Daniel was consecrated to succeed Hædde whose vast diocese was then broken up; Dorset, Wiltshire, Somerset, and Berkshire became the see of Sherborne under Aldhelm, while Daniel retained only Hampshire, Surrey, and Sussex, and of these Sussex soon after was constituted a separate diocese. It was while he was bishop that the diocese for the South Saxons was established at Selsey.

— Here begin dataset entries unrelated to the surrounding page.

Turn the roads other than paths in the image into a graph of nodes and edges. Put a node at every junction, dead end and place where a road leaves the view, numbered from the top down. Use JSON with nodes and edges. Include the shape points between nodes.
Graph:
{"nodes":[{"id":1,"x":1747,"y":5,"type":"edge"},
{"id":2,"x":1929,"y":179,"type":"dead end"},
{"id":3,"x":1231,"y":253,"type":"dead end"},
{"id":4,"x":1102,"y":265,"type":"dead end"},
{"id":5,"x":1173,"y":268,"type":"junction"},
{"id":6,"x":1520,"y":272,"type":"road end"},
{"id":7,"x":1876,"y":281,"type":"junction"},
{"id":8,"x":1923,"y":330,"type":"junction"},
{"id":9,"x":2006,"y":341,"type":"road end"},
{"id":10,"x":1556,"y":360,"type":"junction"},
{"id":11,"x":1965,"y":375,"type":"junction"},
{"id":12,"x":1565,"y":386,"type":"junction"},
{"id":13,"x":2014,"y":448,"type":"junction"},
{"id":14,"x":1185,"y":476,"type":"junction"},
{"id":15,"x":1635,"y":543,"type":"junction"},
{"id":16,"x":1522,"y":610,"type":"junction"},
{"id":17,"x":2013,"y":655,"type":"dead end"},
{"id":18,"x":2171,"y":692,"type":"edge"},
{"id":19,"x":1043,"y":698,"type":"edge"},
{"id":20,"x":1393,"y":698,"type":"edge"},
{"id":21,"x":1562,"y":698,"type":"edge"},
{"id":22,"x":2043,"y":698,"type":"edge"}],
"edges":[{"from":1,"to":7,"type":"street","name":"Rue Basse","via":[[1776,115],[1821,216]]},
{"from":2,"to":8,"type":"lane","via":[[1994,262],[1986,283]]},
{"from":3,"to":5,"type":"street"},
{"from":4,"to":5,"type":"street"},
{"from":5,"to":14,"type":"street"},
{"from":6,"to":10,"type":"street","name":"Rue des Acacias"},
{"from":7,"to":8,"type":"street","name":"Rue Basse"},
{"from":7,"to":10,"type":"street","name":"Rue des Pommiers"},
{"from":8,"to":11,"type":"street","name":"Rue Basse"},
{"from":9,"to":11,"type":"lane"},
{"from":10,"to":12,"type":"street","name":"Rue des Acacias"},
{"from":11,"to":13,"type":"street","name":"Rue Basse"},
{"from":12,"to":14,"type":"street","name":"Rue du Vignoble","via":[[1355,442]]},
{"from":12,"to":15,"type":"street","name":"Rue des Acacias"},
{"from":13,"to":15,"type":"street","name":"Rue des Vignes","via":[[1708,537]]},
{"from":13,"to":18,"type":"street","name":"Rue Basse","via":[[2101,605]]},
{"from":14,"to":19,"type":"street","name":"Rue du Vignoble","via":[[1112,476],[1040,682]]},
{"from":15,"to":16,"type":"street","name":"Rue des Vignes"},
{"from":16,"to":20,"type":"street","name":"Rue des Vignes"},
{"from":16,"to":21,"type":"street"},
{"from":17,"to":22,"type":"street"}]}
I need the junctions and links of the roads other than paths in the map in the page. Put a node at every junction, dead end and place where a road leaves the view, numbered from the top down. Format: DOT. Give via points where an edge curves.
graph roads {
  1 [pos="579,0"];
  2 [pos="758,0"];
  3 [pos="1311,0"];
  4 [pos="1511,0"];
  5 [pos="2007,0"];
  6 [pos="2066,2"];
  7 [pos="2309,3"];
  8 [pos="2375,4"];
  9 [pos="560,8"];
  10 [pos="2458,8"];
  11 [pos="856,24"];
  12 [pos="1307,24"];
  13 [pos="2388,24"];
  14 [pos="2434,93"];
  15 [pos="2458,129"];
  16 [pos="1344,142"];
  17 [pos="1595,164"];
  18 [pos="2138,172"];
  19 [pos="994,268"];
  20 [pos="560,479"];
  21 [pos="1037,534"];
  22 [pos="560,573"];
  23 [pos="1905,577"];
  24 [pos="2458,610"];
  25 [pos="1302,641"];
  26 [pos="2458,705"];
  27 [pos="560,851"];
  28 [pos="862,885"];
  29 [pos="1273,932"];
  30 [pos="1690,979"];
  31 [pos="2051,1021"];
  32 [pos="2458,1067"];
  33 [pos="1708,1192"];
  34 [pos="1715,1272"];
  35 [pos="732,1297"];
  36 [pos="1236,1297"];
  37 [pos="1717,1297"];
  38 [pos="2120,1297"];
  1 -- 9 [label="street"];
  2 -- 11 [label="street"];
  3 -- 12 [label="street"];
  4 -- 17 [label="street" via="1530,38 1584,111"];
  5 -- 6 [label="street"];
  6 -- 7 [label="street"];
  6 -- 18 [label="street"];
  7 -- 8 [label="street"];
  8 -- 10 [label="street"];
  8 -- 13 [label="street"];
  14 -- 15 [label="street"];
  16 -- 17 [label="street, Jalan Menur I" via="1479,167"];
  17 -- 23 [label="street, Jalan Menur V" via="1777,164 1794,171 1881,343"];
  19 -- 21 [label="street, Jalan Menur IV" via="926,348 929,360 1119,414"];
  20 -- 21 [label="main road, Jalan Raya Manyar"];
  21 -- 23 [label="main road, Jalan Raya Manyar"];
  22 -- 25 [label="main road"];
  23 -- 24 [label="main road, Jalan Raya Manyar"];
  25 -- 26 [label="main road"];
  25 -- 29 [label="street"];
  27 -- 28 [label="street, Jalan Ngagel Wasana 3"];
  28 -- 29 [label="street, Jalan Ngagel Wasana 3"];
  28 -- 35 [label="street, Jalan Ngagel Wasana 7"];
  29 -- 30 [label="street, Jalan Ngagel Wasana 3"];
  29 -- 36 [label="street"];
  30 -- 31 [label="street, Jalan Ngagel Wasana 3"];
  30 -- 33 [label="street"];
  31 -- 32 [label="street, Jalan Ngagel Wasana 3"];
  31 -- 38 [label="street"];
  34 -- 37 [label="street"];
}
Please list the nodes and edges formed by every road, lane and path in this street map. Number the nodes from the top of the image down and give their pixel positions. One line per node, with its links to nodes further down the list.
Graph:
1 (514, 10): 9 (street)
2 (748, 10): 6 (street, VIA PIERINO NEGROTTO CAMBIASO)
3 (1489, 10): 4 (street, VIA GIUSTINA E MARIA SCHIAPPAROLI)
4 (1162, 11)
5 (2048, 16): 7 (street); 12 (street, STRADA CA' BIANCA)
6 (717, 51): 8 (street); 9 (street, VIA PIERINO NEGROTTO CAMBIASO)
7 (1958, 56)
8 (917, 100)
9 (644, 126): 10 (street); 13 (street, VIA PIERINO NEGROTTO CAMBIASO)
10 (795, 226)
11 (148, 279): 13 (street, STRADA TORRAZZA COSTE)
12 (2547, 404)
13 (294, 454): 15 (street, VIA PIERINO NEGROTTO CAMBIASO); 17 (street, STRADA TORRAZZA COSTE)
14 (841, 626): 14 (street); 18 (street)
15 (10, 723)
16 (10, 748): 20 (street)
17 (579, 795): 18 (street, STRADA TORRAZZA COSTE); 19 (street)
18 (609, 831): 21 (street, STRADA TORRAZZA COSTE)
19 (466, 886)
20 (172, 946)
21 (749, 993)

Daniel like Aldhelm had been educated under the Irish scholar Maildubh at Malmesbury Abbey and it was to Malmesbury that he retired in his old age when loss of sight compelled him to resign the bishopric. There, no doubt, he had also learnt the scholarship for which he was famous among his contemporaries and which made Bede turn to him as the man best able to supply information regarding the church history of the south and west of Britain. Daniel, however, is best remembered for his intimate connection with St. Boniface. It was from Daniel that the latter received commendatory letters when he started for Rome, and to Daniel he continually turned for counsel during his missionary labours in Germany.

Two letters of Daniel to Boniface are preserved. In the second of these epistles, which was written after his loss of sight, Daniel takes farewell of his correspondent: "Farewell, farewell, thou hundredfold dearest one." Another letter gives advice to Boniface on how best to weaken pagan faith in their gods. Letters from Boniface to Daniel are still extant, where Boniface asks the bishop for a book that had previously belonged to Boniface's teacher.

Daniel had made a pilgrimage to Rome in 721 and in 731 assisted at the consecration of Archbishop Tatwine. He seems never to have been honoured as a saint. A vision recorded in "Monumenta Moguntina", No. 112, perhaps implies that he was considered to be lacking in energy; nonetheless it would follow from William of Malmesbury's reference (Gest. Pont., I, 357) to a certain stream in which Daniel used to stand the whole night long to cool his passions, that he was a man of remarkable austerity.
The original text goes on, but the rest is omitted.